Pluralism is deeply rooted in both societies, and certainly has been one of the great sources of the flourishing of American Jewish life. But we constantly struggle with challenges to our pluralistic societies – whether from lingering historical inequities, present-day political disputes, demographic evolutions, and evolving religious traditions. Will American Jews and Israelis recognize each other’s definition of pluralism in the decades ahead? In this connection, I do want to commend Prime Minister Netanyahu’s remarks about Jewish religious pluralism at the JFNA General Assembly in Washington last week, which I think acknowledged the concern of some American Jews that their form of Jewish living should find legitimacy and expression here in Israel.
The very definitions at the heart of the Zionist enterprise – the establishment of a Jewish, democratic state in the historic homeland of the Jewish people – have been debated and explored since Herzl. So, too, the question of how Israel can achieve peace and security – neither is possible without the other – with its neighbors. American Jews who care passionately for the Jewish state, and Israelis who live and sacrifice for the reality of the Jewish state, could benefit from a deeper dialogue. What does it mean for Israel to be Jewish and democratic? What happens if those definitions are in tension with each other? What can Israel do to bring closer a reality of peace and security? What should it not be asked to do? What is the right role for American Jews – to support, to protect, to criticize, to question? What are our expectations of each of our governments for how they will conduct themselves – with each other, and with each of our communities – as these debates unfold?
These questions evade clear answers. I have my opinions about some of them – which, I will keep to myself, thank you very much – but I hardly believe I have worked out the solutions. That is for all of you to take on at this conference. But because I consider the question so important to America’s future, to Israel’s future, and to American Jews’ future, I am deeply grateful to the Ruderman Foundation for devoting time and resources to their exploration.
Let me just close with a brief word of Torah. Since we are coming up on the Torah readings that tell the story of Joseph, there is an imperative for the subject of this conference hinted at in next week’s Parsha, Vayeishev. After the brothers, in a fit of jealousy over Joseph’s dreams, strip him of his colored coat, they throw him in a pit and decide to kill him. But then, Judah, the ringleader against Joseph, changes his mind and urges the brothers not to kill him, but to sell him. He rationalizes his suggestion with the words, כִּי אָחִינוּ בְשָׂרֵנוּ הוּא, “For he is our brother, our own flesh.” Now, while those worlds were uttered at a low point in the brothers’ relationship with Joseph, they also became the basis for their eventual reconciliation.

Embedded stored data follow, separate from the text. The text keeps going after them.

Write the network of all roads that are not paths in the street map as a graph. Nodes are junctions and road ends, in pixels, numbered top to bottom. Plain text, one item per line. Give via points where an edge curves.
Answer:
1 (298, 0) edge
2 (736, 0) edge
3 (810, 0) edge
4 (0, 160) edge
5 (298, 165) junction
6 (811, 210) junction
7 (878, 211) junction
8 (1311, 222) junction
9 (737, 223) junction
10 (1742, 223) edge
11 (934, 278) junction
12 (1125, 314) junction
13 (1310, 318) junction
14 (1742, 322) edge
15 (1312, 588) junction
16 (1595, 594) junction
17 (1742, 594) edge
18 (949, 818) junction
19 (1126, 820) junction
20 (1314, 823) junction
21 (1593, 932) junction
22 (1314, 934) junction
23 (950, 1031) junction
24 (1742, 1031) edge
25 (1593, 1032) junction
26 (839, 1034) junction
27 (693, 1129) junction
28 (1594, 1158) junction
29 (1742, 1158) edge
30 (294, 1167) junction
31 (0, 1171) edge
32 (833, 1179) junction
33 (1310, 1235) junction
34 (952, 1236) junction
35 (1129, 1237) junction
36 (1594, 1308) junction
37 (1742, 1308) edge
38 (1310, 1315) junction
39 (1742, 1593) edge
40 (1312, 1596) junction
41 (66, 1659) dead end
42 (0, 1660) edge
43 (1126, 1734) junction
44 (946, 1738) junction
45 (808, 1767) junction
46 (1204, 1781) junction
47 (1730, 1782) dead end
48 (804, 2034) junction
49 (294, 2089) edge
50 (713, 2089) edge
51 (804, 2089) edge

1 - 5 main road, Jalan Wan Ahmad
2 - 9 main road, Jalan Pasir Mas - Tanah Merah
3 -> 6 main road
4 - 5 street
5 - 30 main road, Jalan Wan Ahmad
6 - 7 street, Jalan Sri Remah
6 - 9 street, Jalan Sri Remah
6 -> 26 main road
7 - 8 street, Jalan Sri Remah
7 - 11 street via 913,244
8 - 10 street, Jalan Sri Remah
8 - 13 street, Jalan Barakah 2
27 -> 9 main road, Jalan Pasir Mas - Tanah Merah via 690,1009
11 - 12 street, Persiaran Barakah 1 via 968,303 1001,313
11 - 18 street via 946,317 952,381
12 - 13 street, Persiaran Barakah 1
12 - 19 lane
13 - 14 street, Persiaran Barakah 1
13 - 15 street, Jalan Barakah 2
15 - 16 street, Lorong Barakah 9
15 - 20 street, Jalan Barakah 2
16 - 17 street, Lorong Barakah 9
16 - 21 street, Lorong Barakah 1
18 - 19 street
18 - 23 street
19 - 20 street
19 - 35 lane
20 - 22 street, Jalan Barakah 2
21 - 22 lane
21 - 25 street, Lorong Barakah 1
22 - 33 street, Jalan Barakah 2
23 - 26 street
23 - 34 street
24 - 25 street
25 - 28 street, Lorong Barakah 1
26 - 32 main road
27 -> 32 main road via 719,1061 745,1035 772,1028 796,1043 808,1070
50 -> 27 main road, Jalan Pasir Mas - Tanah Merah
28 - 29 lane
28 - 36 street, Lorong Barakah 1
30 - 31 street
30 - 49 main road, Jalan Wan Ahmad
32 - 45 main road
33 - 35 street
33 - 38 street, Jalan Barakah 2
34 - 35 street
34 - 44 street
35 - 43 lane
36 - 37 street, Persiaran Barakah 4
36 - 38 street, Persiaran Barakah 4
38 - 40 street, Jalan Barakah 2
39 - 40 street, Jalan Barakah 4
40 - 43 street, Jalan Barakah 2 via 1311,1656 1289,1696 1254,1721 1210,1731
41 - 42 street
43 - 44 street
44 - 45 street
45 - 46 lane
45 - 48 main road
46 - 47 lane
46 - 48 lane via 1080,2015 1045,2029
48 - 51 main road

Now I don’t want anyone to think I am making a comparison here. The relationship between American Jews and Israelis bears no resemblance to the relationship between Joseph and his brothers. Whatever the complexities, it is characterized by warmth and love, not dysfunction. But the principle: “For he is our brother, our own flesh” is as good a justification as I can think of for Israelis and American Jews to learn more about each other.
I wish you all an enlightening and invigorating conference.
Thank you.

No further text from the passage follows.